Jakarta (ANTARA News) - Gubernur Papua Lukas Enembe mengatakan, Majelis Rakyat Papua, DPR Papua, dan DPR RI dari Daerah Pemilihan Papua menolak keras rencana pembangunan smelter di Gresik, Jawa Timur.

Dalam keterangan pers di Gedung DPR RI, Lukas mempertanyakan mengapa pengelolaannya dilakukan di Gresik sementara seluruh kekayaan alamnya berasal dari Papua.

Selama ini rakyat Papua justru miskin dan tertinggal akibat kekayaan PT. Freeport dibawa ke luar negeri khususnya Amerika Serikat. Pembangunan smelter di Gresik diperkirakan akan menghabiskan anggaran sebesar Rp7 triliun, sedangkan masyarakat Papua hanya mendapatkan Rp300 miliar. Karena itu, pemerintah diminta tidak tutup mata dengan kebijakan Freeport Indonesia tersebut.

"Bahwa pendiri bangsa ini telah berjanji agar bumi, air, dan kekayaan alam ini digunakan sebesar-besarnya untuk kemakmuran rakyat dengan prinsip kebersamaan, keadilan, berkelanjutan, kemandirian dan keseimbangan ekonomi nasional," kata Lukas Enembe yang didampingi oleh Ketua Ketua MPRP, Ketua DPRP, Ketua Adat, dan anggota Fraksi PDIP DPR RI, Tony Wardoyo, di Gedung DPR RI Jakarta, Jumat.

Dalam konteks itu, sambung Enembe, setiap investasi asing dan dalam negeri di Indonesia khususnya di Papua wajib menghadirkan keadilan, kesejahteraan, dan kemakmuran yang berkelanjutan bagi rakyat Papua. Untuk itu rakyat Papua meminta Freeport Indonesia yang berinduk kepada Freeport McMoran Inc di Amerika Serikat wajib hukumnya menghadirkan keadilan yang sebesar-besarnya bagi orang asli Papua.

Dia menuturkan sejak 1967, investasi tembaga, emas, dan perak yang dieksploitasi Freeport McMoran tidak serius menumbuhkan ekonomi wilayah dan sangat rendah berkontribusi dalam kapasitas fiskal daerah. Orang asli di sekitar kawasan penambangan pun disisihkan, aliran sungai dan kawasan berburu menjadi rusak.

"Jadi, kami mendesak Freeport Indonesia dan Freeport McMoran Inc untuk taat dan patuh dengan platform dasar ekonomi Indonesia, yang wajib melakukan hilirisasi pengolahan tambang di Indonesia, dan melarang bahan mentah yang tidak bernilai tambah bagi Indonesia, khususnya untuk tanah Papua," ujarnya.

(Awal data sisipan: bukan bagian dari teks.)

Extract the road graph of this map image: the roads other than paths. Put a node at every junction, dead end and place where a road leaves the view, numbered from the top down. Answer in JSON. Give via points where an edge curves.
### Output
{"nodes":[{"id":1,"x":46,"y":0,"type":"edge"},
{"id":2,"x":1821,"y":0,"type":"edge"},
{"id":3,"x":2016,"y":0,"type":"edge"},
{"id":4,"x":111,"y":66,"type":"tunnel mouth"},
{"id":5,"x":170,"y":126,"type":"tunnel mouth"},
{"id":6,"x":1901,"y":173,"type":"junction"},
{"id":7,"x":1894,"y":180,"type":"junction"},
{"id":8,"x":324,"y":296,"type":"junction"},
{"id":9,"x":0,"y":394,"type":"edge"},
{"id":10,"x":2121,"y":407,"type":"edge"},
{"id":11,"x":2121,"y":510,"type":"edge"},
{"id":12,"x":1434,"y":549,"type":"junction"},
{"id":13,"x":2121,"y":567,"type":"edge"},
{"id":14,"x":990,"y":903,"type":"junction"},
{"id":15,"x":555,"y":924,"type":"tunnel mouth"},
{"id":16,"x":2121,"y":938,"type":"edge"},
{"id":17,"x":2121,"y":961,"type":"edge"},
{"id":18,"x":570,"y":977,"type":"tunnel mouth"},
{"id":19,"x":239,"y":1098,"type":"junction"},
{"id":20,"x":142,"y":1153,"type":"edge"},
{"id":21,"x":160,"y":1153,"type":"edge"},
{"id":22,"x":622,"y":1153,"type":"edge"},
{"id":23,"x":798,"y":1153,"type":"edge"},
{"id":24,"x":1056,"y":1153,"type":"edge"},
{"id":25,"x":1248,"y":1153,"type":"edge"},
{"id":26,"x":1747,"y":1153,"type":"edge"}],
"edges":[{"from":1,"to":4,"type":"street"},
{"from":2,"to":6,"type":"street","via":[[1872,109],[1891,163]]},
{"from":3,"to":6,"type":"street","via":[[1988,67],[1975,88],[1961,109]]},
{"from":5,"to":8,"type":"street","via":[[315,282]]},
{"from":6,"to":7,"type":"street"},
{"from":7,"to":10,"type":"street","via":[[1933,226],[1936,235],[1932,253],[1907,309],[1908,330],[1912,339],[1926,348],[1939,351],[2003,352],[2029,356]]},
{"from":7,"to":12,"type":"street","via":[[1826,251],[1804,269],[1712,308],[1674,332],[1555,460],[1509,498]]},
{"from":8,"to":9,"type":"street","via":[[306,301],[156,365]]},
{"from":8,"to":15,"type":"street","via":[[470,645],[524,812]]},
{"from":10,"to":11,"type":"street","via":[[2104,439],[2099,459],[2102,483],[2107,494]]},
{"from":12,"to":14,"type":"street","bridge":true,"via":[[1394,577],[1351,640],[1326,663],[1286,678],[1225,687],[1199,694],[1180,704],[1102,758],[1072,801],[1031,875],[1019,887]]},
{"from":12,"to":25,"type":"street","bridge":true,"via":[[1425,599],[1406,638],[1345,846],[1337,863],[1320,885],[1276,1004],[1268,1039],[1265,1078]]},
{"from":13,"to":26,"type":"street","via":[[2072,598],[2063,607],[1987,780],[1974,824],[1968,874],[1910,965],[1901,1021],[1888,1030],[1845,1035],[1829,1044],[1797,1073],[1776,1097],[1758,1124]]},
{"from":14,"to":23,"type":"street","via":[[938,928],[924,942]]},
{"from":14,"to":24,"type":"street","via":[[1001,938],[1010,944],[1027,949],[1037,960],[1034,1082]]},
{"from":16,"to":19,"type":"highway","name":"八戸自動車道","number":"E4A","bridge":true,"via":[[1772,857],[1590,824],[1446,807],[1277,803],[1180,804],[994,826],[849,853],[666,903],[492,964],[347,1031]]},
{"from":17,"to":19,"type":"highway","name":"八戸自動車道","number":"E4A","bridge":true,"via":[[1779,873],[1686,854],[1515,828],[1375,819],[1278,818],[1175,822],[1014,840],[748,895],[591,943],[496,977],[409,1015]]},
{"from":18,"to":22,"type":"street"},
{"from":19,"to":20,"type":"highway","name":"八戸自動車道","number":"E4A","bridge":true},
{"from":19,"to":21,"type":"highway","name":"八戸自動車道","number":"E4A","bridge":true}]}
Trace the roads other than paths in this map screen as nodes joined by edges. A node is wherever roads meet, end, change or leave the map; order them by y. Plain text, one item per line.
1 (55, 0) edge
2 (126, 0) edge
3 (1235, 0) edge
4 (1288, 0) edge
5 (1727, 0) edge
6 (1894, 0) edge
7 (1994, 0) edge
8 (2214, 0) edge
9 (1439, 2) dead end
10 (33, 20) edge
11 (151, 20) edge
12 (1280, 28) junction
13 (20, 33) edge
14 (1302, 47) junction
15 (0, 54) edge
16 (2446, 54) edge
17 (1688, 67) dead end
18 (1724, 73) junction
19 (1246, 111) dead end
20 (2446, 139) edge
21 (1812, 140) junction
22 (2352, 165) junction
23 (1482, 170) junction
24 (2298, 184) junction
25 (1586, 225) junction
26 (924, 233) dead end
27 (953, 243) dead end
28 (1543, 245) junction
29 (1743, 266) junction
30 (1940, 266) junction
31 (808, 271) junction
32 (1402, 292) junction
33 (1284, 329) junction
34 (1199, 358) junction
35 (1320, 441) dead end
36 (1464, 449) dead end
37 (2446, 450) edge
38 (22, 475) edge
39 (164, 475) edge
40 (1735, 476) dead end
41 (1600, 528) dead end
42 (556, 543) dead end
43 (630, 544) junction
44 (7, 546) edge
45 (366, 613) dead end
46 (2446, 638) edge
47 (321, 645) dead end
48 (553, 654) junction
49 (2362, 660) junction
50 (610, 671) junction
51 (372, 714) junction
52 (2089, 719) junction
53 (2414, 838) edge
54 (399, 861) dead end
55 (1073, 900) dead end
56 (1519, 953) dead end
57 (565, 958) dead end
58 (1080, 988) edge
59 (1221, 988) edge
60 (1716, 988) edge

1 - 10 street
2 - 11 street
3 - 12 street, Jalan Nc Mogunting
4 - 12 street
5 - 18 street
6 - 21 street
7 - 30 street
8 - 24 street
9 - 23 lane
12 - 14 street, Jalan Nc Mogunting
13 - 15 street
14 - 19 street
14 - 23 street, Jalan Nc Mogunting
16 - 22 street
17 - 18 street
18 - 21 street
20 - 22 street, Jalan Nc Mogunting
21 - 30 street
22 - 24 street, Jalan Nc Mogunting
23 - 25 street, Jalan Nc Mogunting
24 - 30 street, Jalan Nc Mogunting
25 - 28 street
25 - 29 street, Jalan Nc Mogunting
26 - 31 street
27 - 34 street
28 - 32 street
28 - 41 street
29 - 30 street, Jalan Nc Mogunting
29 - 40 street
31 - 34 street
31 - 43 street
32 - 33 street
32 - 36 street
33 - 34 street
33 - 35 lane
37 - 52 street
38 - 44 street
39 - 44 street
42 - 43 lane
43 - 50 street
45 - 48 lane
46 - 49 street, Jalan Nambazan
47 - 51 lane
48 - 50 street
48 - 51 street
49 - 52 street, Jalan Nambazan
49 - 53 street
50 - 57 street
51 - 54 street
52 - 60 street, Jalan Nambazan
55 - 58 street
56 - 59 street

Karena itu, rakyat Papua menolak keras rencana Freeport Indonesia untuk membangun smelter di luar Provinsi Papua. Hampir 50 tahun Freeport hanya mengekspor bahan mentah dan tidak memiliki itikad baik untuk membangun integrasi industri pengolaan di tanah tanah Papua.

Rakyat Papua menurut Enembe berkeinginan adanya integrasi industri smelter yang terpadu di kawasan-kawasan potensial di Papua yang dapat menggerakkan ekonomi lokal Papua, mengentaskan kemiskinan yang parah, membuka lapangan kerja dan menguatkan kapasitas fiskal Papua.

"Maka, wajib hukumnya untuk membangun smelter di wilayah Papua, dan bukannya smelter di Gresik, Jawa Timur. Alasan ketidakadaan infrastruktur di Papua sangat tidak beralasan, karena selama ini Freeport tidak memiliki komitmen yang serius dan setengah hati untuk membangun rakyat Papua," ungkapnya.